Arménie : Jean-Yves Le Drian appelle au « dialogue » pour préserver la « démocratie »

DIPLOMATIE Le Premier ministre arménien a dénoncé jeudi une tentative de coup d’Etat militaire et pris la tête d’une manifestation 

20 Minutes avec AFP

— 

Des manifestations à Yerevan en Arménie.
Des manifestations à Yerevan en Arménie. — Hayk Baghdasaryan/Photolure/ÒÀ/SIPA

Les appels au calme se multiplient. Vendredi, le ministre français des Affaires étrangères Jean-Yves Le Drian a appelé les partisans du Premier ministre arménien Nikol Pachinian et de l’opposition au « dialogue » pour préserver la « démocratie » dans ce pays secoué par une crise politique après la défaite de l’Arménie face à l’Azerbaïdjan dans le conflit du Nagorny Karabakh.

« La France souhaite que le dialogue puisse s’instaurer dans ce pays en s’appuyant sur la légitimité du président (Armen Sarkissian) et du Premier ministre (…) Les éléments de la démocratie arménienne doivent tenir le coup », a-t-il déclaré lors d’une conférence de presse commune avec son homologue ukrainien Dmytro Kuleba.

Des « risques de violences »

« Les éléments de la démocratie arménienne doivent tenir le coup », a insisté le chef de la diplomatie française en s’inquiétant des « risques de violences » dans ce pays au regard des manifestations survenues jeudi. « Nous sommes très attachés à la démocratie arménienne, à la stabilité de ce pays qui a des ressorts démocratiques profonds », a martelé Jean-Yves Le Drian.
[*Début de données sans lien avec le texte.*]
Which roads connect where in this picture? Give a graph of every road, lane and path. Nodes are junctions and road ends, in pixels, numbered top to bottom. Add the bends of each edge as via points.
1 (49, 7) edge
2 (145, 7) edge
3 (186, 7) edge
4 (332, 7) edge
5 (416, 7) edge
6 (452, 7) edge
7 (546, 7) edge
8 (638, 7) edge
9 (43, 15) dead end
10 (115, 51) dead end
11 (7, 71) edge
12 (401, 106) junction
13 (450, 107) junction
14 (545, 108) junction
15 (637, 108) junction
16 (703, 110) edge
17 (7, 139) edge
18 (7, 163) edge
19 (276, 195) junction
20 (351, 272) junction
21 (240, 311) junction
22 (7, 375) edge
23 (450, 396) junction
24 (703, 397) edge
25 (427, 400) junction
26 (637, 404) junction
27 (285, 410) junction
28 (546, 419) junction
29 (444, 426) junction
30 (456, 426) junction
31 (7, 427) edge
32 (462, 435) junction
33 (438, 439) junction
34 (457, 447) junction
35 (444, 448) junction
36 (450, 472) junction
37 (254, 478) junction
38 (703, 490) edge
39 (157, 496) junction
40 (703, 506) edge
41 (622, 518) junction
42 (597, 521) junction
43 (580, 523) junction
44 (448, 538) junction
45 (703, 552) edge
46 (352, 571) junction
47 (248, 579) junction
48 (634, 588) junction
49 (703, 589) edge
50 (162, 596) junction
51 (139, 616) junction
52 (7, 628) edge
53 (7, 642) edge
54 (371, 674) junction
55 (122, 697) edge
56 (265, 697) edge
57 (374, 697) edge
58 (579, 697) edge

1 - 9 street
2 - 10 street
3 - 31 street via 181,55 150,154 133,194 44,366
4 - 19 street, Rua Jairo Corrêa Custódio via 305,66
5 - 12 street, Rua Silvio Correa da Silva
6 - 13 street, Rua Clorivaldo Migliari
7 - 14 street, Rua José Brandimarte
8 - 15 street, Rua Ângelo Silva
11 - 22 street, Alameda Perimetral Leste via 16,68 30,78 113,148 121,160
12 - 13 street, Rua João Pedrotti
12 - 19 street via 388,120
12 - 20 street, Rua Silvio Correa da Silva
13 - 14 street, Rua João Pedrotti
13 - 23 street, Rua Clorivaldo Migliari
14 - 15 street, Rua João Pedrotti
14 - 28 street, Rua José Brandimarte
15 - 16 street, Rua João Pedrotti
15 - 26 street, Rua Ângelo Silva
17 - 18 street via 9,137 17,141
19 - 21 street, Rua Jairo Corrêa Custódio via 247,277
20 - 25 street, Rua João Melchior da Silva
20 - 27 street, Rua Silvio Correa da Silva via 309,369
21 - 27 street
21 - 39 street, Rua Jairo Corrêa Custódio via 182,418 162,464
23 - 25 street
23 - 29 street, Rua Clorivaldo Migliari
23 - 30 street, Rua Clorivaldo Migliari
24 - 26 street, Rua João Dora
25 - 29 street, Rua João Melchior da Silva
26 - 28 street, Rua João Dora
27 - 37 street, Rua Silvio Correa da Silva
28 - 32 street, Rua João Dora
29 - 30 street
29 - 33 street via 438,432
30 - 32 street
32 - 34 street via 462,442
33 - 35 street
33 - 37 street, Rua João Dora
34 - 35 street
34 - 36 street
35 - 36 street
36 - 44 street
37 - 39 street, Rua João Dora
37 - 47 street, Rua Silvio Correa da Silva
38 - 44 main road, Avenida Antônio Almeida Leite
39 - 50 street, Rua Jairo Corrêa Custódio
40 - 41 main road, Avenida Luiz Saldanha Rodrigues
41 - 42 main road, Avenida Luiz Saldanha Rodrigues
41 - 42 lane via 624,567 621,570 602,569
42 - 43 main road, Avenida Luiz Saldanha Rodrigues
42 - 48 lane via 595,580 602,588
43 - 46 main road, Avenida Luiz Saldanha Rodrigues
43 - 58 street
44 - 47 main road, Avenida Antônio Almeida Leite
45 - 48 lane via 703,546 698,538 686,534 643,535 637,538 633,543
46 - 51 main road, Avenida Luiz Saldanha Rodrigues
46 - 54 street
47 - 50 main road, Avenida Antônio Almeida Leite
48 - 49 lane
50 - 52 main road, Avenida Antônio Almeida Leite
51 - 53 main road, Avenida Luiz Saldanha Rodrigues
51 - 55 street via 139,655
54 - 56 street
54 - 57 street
Le Premier ministre, fragilisé depuis la défaite militaire de son pays face à l’Azerbaïdjan à l’automne 2020 dans le conflit du Nagorny Karabakh, a dénoncé jeudi une tentative de coup d’Etat après un communiqué de l’état-major ayant demandé la démission du gouvernement.

Il a pris la tête d’une marche de sympathisants de 20.000 personnes dans le centre de la capitale, Erevan, l’opposition réunissant de son côté au moins 10.000 personnes devant le Parlement. Plusieurs centaines de sympathisants de l’opposition campaient vendredi devant le parlement arménien pour exiger la démission de Nikol Pachinian.